How much will I appreciate that after surviving a long grey winter? 
And how nice is it to have something to put in the tenure file before my review this Feb?

Sunday, November 19, 2006

back-from-conference bullets

  • The presentations went well. And by "well" I mean I didn't trip over myself too often (literally or figuratively), there were people in both audiences (~5 in one, ~50 in another) and I managed the no-notes-(although-guided-by-a-powerpoint)-connecting-to-the-audience-with-inflection approach fairly well.
  • I got perhaps eight hours of sleep, total, while I was there. Why can I not sleep at conferences? I can sleep in hotels in other situations just fine. This is not a good character trait for an academic who expects to do the conference thing for years to come. Maybe I need to drink more.
  • Can I tell you how happy I am to have my very own bed in the next room?
  • I didn't see as many familiar faces at the conferences as I'd hoped but, then again, I wasn't there very long. I did manage to catch up with a few people I like, though.
  • I miss Grad School Friend. We are such fundamentally different people but she is just so great. I suspect I drive her nuts a fair bit of the time - between my short fuse, tendency to curse, and unwillingness to suffer fools gladly - but she takes it with good grace. Good friend, indeed.
  • Did I mention how happy I am to sleep in my own bed tonight?
  • I have another date tomorrow. Little nervous about that. Which is ridiculous yet true.

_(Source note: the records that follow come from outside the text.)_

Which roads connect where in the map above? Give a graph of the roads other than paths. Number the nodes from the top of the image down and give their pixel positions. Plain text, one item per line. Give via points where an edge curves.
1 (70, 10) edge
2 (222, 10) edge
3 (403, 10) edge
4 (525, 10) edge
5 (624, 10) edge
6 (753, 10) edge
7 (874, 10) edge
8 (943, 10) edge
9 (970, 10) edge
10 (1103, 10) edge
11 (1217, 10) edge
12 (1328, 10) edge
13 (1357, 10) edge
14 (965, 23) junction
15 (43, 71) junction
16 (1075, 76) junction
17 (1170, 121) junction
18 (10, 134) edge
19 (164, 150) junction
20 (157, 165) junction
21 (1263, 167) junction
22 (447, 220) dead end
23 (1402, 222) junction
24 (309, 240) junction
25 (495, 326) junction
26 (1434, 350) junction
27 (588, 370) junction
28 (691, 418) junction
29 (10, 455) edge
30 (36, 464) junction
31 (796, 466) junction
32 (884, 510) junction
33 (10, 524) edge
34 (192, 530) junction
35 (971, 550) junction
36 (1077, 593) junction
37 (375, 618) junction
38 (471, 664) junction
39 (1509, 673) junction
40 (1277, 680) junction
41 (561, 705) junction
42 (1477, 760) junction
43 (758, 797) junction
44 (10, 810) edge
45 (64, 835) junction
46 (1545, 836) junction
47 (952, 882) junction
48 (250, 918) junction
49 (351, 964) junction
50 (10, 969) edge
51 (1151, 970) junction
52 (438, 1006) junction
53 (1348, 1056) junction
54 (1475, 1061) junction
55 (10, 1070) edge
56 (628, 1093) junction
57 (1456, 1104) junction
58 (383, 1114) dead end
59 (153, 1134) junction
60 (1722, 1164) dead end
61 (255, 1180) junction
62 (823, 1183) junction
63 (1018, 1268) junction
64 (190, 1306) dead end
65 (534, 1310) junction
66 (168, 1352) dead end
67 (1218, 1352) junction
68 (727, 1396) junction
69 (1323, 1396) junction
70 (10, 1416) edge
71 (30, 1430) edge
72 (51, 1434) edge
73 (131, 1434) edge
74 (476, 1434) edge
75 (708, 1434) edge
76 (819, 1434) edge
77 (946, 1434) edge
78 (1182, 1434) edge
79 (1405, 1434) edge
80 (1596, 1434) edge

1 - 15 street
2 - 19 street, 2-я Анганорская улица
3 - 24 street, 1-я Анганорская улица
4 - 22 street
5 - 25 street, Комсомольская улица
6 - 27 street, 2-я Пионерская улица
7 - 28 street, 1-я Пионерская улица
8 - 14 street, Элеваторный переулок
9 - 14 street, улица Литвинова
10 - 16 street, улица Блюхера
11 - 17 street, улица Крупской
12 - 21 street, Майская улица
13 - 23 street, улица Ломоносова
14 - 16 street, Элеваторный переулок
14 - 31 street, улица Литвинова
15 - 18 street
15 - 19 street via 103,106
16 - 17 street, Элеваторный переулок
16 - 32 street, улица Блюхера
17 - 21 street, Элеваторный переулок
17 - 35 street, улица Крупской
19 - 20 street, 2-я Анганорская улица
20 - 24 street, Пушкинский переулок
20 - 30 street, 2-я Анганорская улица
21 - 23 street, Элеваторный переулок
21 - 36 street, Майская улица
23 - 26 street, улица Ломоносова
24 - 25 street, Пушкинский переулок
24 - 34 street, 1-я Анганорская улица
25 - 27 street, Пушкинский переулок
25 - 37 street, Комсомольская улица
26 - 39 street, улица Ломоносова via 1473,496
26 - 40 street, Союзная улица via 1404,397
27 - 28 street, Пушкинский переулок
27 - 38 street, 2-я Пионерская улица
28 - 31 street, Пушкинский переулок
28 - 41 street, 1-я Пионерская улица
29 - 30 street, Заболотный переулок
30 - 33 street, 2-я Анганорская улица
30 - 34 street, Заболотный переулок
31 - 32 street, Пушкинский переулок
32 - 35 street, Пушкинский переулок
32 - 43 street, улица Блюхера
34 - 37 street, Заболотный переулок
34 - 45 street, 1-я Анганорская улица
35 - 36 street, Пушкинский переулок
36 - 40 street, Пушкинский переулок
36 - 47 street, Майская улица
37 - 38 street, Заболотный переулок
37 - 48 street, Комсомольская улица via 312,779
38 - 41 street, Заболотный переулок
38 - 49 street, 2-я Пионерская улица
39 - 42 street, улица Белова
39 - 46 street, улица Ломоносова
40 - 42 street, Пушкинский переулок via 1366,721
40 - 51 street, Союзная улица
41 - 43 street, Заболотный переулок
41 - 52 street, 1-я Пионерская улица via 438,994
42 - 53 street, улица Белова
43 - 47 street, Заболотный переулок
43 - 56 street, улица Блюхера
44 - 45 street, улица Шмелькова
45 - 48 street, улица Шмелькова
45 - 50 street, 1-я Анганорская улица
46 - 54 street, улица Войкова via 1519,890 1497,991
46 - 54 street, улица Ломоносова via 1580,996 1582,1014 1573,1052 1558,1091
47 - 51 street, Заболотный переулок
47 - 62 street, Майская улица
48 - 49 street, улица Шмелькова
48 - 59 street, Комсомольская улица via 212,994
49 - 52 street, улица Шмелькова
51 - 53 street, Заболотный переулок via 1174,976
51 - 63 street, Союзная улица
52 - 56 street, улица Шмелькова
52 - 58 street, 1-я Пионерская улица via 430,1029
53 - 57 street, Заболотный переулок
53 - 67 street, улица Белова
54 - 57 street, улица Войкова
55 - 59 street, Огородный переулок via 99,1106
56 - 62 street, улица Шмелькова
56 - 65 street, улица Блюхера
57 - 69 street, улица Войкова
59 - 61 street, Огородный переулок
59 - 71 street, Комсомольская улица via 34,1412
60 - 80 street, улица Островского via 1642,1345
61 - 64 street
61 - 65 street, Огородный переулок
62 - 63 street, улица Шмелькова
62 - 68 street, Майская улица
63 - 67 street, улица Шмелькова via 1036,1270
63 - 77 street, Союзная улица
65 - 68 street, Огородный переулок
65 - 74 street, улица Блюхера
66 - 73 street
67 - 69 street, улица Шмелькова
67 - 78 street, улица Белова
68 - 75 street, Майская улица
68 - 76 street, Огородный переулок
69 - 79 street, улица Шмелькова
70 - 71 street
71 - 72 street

Wednesday, November 15, 2006

the thing is, I want to do it

I'm spearheading a proposal for a new study abroad program in one of my departments. Yes, as a brand-new faculty member. A colleague/mentor of mine actually yelled at me today when I told her this and I completely understand her point. This is not the best use of my time and resources as a first-year faculty member since I should obviously be concentrating on my writing and research agendas if I intend to vie for tenure. Thing is, though, I really want to do this - not the admin, that pretty much sucks, but the teaching abroad. The fact that this university appears to value international teaching and learning experiences was a big draw for me, and I've said as much to various people in positions of power - which led my DH to mention my name to one of my deans as a possible candidate for another teaching abroad opportunity. Nothing will come of that for ages but, still, I'm taking it as a good sign that (A) he remembered my interest and (B) he thought I was worth mentioning.

Anyway, point is this: I've been sitting at my computer for the last four hours, revising and extending the proposal for this program. The full proposal is due Monday; I need input from my program colleagues, plus a few other interested parties, before I submit it; so my part needed to happen tonight. It hasn't bothered me in the least. I have been completely caught up in planning the possible details of this program: texts to study, locations to visit, students to participate. Usually, when I'm writing something of equivalent detail and import, I'm ready to bang my head against the table within 30 minutes (see: latest conference paper), so this is a very pleasant revelation at the end of a productive evening.

[And I haven't forgotten about the next installment of my love life series, if anyone at all is interested, but it isn't going to happen tonight. I'll try tomorrow.]